→ **Stored items**:

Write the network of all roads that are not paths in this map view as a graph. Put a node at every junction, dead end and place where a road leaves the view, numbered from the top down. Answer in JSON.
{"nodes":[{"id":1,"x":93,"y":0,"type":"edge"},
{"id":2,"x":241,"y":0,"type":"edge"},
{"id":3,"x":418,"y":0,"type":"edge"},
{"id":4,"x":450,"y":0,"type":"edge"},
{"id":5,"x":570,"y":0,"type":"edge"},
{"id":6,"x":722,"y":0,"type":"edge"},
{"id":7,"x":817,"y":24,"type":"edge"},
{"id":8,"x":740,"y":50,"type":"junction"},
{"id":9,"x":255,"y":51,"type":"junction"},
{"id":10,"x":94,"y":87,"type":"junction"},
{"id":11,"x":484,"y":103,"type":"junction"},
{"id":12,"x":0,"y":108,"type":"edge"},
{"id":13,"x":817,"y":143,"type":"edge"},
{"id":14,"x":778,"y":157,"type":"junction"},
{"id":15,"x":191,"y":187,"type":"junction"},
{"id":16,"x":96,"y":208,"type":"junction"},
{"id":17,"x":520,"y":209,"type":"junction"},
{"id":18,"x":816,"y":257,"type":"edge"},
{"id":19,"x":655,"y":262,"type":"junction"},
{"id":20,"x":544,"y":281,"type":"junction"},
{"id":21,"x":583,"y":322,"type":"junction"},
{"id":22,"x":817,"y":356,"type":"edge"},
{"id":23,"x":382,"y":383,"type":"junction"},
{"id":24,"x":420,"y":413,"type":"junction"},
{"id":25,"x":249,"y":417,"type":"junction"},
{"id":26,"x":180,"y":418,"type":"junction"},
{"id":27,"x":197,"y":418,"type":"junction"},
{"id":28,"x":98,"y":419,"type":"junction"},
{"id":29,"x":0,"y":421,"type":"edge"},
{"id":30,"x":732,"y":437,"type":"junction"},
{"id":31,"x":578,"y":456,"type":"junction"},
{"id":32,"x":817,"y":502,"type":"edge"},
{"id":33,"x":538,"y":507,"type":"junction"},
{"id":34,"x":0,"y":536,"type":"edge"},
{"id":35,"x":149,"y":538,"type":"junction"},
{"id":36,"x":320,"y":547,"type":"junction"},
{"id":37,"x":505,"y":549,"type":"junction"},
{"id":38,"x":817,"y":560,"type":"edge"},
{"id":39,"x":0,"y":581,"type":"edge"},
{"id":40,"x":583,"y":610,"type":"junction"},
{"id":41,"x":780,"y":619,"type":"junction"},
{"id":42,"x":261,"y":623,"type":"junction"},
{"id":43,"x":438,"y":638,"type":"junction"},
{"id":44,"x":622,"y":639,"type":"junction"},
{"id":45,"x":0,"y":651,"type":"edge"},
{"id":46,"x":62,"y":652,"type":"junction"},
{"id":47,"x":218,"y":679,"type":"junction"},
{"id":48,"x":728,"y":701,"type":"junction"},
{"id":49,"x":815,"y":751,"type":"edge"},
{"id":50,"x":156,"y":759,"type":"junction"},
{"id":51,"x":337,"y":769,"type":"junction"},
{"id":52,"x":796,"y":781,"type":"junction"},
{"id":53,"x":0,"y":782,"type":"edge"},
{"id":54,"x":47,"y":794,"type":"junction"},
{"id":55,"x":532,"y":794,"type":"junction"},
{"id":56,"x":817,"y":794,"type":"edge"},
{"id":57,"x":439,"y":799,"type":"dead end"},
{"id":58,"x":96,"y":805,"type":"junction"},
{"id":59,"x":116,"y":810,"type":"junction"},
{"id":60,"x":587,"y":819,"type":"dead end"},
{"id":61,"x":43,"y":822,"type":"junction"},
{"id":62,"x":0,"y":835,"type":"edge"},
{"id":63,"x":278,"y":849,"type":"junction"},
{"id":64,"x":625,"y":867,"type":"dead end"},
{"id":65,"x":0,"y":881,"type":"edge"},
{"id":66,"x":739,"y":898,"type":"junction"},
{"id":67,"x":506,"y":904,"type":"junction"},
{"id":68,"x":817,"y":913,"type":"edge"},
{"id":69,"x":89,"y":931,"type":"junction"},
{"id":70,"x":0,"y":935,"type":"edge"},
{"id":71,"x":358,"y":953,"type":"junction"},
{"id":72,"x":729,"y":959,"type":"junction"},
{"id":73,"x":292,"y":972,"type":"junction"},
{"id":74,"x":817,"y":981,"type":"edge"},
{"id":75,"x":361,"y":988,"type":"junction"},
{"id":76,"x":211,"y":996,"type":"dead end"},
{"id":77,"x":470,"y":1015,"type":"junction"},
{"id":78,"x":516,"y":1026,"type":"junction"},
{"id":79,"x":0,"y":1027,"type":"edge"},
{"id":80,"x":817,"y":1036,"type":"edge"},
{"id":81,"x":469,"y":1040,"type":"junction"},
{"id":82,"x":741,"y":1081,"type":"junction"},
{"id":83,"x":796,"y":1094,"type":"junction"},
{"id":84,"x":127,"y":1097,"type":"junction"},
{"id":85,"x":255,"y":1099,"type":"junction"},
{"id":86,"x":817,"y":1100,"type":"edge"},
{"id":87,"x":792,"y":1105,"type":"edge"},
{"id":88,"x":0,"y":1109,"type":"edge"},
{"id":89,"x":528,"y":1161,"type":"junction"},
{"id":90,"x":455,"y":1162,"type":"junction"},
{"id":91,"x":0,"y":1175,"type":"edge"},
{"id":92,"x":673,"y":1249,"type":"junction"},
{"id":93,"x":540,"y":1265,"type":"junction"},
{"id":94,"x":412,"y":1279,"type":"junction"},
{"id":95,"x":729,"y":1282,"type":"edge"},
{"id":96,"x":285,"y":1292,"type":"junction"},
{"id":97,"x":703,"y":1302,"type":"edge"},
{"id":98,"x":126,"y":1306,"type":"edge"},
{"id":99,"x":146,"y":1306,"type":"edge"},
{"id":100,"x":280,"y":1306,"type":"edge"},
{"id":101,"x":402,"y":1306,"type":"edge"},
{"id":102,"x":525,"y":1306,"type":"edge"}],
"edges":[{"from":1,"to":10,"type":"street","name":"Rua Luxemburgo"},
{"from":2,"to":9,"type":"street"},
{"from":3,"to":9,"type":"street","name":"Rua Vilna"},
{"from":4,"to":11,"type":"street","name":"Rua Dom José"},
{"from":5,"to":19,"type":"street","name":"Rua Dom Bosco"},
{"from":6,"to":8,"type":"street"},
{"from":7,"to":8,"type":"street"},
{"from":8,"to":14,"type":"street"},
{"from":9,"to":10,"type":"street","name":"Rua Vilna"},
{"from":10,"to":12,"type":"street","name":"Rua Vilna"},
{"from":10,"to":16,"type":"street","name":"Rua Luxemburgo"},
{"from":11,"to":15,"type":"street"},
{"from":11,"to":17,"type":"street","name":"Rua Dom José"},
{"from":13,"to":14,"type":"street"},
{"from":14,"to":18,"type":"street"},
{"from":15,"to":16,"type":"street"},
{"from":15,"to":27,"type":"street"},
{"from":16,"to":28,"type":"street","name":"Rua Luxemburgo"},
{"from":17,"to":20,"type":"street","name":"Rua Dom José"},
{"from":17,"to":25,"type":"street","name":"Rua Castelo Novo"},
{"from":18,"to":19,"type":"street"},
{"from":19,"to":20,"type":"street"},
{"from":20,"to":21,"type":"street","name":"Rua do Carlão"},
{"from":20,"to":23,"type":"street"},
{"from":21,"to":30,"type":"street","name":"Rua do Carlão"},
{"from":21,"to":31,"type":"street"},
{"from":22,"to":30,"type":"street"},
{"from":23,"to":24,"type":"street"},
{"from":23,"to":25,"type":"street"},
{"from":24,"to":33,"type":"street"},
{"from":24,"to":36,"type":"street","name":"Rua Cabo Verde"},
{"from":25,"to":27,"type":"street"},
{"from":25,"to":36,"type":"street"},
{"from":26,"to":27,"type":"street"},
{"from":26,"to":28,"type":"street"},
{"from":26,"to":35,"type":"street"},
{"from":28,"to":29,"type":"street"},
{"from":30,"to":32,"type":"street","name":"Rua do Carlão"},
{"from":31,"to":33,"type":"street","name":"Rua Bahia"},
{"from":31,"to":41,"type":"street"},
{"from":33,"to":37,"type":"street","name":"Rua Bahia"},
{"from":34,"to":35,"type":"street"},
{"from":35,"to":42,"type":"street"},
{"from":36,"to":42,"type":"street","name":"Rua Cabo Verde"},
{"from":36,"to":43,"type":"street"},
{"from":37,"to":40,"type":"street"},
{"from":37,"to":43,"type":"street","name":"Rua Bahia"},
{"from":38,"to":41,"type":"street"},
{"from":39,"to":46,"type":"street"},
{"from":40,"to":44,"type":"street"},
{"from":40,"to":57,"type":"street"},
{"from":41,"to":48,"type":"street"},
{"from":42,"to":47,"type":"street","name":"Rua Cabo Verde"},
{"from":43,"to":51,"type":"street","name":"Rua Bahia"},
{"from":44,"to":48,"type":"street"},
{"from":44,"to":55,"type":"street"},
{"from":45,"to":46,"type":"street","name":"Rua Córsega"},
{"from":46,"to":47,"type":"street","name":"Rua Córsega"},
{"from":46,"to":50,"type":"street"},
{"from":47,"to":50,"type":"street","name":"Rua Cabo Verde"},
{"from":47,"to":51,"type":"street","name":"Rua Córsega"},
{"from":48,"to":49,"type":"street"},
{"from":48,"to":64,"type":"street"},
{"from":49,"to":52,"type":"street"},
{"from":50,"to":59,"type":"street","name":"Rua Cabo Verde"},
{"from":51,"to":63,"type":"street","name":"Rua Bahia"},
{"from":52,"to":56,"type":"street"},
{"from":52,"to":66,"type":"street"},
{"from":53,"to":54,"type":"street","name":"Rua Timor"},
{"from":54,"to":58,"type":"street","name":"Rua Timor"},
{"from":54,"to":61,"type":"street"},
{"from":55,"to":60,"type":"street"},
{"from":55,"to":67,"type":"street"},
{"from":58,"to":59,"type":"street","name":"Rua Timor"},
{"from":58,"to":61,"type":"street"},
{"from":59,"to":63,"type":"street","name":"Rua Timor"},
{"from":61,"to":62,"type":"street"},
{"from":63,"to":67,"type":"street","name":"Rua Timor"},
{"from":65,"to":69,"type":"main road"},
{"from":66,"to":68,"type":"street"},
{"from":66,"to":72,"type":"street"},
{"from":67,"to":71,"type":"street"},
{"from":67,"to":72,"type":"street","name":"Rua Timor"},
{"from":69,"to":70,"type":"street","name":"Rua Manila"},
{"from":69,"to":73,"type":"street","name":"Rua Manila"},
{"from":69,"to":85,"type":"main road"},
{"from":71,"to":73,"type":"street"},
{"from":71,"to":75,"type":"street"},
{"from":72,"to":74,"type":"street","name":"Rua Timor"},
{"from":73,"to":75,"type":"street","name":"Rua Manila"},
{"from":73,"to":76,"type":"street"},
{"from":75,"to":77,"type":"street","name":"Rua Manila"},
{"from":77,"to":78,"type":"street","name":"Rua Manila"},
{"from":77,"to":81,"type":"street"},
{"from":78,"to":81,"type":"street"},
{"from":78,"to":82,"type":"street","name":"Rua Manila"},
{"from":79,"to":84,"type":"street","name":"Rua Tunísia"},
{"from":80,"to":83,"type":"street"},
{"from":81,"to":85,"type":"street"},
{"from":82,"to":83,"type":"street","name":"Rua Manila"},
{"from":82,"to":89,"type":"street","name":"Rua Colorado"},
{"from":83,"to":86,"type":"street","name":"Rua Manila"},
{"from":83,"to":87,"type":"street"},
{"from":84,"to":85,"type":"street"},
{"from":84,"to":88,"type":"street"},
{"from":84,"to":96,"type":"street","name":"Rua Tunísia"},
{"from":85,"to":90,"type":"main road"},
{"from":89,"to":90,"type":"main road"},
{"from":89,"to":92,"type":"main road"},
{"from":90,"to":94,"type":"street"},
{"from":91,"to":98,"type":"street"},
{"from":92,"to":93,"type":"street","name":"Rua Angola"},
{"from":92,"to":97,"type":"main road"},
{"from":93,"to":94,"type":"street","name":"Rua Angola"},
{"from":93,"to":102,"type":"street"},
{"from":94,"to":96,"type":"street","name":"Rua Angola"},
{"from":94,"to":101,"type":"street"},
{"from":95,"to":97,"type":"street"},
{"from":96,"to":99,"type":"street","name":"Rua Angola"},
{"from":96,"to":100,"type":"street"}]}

→ **Exercise goal**:
Your response must be one number, namely how many lines of the data contain the string "Bahia".

→ **Problem solution**:
5